Inga Cherny | Security Researcher

Here's a question worth asking: why does a state-of-the-art vulnerability detection model score 68% on one benchmark and 3% on another?

Same model. Same task. Wildly different results.

The easy answer is "bad benchmarks." But that misses the more interesting point. The gap reveals something fundamental about how we've been thinking about vulnerability detection, and why our evaluation methods haven't caught up to reality.

The Data Leakage Problem

Older benchmarks like BigVul have a serious flaw - data leakage. A significant portion of test samples appear nearly identically in training data. Models aren't learning to find vulnerabilities, they're recognizing code they've memorized.

PrimeVul, developed by researchers at Columbia, UC Berkeley, and Google DeepMind, fixes this. It removes duplicates and enforces time-based splits, models train only on older code and get tested on newer vulnerabilities they've never seen. No shortcuts, no memorization.

That's when the 68% becomes 3%.

The model didn't get worse. We just removed its cheat sheet.

Functions vs. Codebases

But data leakage is only part of the story. There's a deeper issue that benchmark scores don't capture.

Finding a vulnerability inside a small, curated function where we already know something is wrong is a fundamentally different task than identifying that same issue buried in a real codebase.

Consider a SQL injection vulnerability. In a curated benchmark, the model sees a 15-line function with:

query = "SELECT * FROM users WHERE id=" + user_input

The pattern is obvious. Easy classification.
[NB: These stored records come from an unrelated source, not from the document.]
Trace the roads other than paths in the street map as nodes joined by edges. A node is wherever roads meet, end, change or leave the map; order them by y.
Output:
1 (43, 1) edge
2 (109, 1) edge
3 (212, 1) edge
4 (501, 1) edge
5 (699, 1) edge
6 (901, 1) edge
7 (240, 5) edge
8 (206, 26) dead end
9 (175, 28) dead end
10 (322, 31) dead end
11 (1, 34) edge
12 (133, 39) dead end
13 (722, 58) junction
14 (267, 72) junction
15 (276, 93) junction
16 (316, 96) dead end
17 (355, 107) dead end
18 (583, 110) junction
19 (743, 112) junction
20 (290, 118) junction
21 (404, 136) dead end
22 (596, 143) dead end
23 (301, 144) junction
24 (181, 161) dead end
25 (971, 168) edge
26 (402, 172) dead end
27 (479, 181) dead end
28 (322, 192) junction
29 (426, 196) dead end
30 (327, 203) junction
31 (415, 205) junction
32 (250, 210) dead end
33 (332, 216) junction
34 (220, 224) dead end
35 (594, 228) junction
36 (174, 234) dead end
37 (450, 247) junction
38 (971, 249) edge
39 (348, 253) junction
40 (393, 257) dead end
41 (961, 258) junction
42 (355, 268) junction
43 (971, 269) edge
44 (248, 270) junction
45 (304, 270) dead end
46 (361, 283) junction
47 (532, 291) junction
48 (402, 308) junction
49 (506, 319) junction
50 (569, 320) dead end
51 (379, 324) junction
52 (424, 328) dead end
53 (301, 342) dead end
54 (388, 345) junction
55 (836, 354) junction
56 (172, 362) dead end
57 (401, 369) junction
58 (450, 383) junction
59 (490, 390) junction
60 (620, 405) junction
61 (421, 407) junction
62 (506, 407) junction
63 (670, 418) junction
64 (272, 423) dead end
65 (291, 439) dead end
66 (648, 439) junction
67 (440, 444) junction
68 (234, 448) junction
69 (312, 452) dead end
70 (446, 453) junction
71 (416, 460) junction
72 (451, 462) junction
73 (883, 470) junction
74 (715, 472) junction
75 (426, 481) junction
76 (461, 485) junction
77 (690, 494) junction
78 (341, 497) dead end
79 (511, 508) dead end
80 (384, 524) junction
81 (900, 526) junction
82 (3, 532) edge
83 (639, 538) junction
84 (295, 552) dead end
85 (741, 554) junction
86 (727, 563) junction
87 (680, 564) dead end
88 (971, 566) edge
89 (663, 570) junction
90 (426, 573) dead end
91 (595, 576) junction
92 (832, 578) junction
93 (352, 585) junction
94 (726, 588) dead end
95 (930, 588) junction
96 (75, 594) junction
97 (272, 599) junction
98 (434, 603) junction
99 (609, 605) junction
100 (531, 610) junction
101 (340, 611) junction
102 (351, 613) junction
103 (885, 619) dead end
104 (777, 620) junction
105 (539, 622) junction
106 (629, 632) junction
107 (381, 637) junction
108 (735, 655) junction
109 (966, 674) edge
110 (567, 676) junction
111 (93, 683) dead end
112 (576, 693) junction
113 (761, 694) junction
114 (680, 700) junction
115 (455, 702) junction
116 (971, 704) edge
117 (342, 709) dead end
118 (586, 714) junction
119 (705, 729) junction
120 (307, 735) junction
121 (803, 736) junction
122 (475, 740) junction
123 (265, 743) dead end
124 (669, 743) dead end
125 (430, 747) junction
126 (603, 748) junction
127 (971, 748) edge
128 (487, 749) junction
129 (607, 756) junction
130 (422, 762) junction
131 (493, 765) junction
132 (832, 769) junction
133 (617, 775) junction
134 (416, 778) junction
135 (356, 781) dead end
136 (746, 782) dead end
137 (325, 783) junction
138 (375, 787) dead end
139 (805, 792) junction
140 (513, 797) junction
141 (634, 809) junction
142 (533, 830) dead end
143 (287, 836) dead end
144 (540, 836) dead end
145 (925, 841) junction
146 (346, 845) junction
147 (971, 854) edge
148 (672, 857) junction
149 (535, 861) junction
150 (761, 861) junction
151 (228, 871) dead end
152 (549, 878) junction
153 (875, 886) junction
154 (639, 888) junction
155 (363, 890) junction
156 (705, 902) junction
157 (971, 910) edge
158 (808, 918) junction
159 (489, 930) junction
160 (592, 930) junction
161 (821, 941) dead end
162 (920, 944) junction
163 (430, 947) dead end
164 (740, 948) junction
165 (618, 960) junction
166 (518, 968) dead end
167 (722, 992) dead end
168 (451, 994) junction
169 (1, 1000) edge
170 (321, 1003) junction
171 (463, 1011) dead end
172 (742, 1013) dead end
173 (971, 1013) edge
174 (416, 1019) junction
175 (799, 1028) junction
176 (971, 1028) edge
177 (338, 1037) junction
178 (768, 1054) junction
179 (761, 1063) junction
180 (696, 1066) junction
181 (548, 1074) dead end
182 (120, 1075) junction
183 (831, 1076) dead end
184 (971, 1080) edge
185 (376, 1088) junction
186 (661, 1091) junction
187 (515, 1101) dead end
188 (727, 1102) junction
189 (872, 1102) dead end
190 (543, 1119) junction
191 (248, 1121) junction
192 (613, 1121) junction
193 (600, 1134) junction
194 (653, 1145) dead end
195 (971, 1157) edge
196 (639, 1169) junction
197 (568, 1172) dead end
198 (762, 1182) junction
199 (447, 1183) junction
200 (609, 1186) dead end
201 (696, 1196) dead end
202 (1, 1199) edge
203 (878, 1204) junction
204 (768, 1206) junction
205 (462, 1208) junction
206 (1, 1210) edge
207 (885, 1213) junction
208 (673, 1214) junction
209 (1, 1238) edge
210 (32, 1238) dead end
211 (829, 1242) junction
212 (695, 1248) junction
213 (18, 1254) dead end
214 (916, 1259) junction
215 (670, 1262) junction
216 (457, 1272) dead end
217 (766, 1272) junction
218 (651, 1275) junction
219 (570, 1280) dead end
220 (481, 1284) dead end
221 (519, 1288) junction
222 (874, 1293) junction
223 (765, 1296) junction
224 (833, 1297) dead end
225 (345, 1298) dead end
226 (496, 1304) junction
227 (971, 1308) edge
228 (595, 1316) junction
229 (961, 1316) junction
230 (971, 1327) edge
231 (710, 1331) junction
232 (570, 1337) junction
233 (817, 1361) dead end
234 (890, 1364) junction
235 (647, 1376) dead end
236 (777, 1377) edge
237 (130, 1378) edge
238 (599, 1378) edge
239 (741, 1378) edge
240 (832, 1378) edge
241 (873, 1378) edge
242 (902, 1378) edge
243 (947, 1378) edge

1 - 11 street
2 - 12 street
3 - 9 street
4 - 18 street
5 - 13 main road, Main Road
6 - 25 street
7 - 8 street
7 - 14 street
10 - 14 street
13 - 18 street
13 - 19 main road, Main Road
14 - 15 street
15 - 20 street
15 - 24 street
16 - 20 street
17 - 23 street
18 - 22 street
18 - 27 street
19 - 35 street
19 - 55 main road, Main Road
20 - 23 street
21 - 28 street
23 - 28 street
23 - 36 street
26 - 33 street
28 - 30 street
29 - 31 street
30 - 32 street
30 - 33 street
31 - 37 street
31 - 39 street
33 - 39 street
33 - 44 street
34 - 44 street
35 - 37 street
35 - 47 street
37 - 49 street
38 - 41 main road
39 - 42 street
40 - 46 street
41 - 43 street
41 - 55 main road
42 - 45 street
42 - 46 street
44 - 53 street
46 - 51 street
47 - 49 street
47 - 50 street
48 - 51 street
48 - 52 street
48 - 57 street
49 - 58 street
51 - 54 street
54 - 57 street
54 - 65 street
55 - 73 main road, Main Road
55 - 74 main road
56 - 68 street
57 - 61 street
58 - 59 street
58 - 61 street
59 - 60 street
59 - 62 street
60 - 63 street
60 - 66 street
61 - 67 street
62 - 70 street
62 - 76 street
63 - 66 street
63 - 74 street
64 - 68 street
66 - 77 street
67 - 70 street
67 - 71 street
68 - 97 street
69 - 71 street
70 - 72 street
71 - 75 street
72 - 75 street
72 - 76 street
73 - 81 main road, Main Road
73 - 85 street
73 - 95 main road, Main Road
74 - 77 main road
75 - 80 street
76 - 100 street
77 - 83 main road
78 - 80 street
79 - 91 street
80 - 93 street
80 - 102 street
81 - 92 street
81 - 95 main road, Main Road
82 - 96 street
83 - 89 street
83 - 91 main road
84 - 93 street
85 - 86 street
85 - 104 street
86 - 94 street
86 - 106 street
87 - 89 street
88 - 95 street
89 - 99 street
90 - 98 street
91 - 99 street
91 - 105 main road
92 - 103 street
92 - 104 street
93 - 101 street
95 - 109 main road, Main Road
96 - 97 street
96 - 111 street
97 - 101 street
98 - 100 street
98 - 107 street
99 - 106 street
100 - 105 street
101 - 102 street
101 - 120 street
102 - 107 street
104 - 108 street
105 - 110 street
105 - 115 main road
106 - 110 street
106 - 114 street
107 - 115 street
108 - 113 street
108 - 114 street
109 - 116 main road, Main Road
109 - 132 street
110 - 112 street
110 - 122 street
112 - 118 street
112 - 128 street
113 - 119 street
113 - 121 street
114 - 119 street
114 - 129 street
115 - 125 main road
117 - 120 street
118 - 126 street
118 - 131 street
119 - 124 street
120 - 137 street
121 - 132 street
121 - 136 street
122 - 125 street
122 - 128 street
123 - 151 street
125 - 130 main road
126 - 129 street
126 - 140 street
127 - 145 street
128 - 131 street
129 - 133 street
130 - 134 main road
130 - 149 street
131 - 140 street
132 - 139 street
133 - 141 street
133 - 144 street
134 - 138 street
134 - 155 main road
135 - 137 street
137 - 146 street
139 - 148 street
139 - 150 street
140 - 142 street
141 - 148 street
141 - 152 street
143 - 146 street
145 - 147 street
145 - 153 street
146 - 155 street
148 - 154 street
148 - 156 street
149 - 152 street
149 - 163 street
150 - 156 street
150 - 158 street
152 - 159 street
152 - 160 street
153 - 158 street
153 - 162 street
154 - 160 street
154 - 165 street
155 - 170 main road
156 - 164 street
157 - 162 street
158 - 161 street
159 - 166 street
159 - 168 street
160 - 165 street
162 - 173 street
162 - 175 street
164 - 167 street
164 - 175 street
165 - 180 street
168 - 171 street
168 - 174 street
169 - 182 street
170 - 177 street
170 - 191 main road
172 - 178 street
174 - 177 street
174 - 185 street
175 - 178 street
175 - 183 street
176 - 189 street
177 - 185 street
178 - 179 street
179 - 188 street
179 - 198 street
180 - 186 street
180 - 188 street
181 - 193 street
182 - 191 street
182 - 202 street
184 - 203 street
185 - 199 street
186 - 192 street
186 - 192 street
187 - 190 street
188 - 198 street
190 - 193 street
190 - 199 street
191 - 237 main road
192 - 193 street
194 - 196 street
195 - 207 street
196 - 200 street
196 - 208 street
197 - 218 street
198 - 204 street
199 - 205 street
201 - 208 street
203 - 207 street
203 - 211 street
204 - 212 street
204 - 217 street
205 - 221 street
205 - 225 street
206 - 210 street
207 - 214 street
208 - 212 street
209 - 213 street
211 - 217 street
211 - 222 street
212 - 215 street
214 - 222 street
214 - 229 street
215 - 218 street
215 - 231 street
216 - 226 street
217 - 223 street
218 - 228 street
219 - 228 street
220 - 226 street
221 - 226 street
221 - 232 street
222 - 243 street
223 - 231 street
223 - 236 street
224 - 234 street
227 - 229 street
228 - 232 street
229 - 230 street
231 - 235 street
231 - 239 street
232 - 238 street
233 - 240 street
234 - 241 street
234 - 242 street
In production, that same vulnerability might be split across a controller that accepts input, a service layer that passes it along, and a data access function three files away that builds the query. The vulnerable pattern is identical. The context required to find it is completely different.

Current benchmarks are dominated by the first scenario: small, isolated examples where models succeed through pattern matching. Production codebases look like the second scenario, requiring context tracking, cross-file reasoning, and understanding how components interact.

When a model scores 68% on curated functions and 3% on cleaner data, it's not that one benchmark is "right" and the other "wrong." They're measuring different capabilities. The problem is we've been treating the first number as predictive of real-world performance when it isn't.

What Realistic Evaluation Would Look Like

A more meaningful benchmark might work like this: take a real repository with a known CVE and ask whether the model can find the vulnerability when it's buried across files, dependencies, and abstractions. Then compare that to detection on the same vulnerability presented as an isolated function.

That contrast would reveal how much performance depends on having context pre-extracted versus actually understanding code structure. My guess is the gap would be significant.

Some recent work moves in this direction. Benchmarks like JITVul test whether models can reason about vulnerabilities in their actual repository context, and early results show that even tool-equipped agents remain inconsistent at this task.

Where This Leaves Us

The vulnerability detection field has made genuine progress on reducing false positives. Fewer noisy alerts, better signal quality, more usable tools. That matters.

But false negativesthe 32% to 97% of vulnerabilities that slip through (depending on which benchmark you trust) remain under-measured. We've optimized for the metric that's easy to demonstrate while leaving the harder question mostly unaddressed.

The path forward isn't abandoning AI-powered detection. These tools have real potential. But realizing it requires benchmarks that reflect how vulnerabilities actually exist in production: distributed across files, dependent on context, invisible without cross-component reasoning.

That's not glamorous work. Building repository-scale evaluation infrastructure with real CVE ground truth is slow and ungrateful. But it's the work that determines whether these tools actually improve security or just improve our confidence while the hard problems remain unsolved.

The 68% vs 3% gap isn't a measurement error. It's showing us exactly where the real challenges remain.

Papers:

PrimeVul (ICSE 2025): https://arxiv.org/abs/2403.18624
JITVul (ACL 2025): https://arxiv.org/abs/2503.03586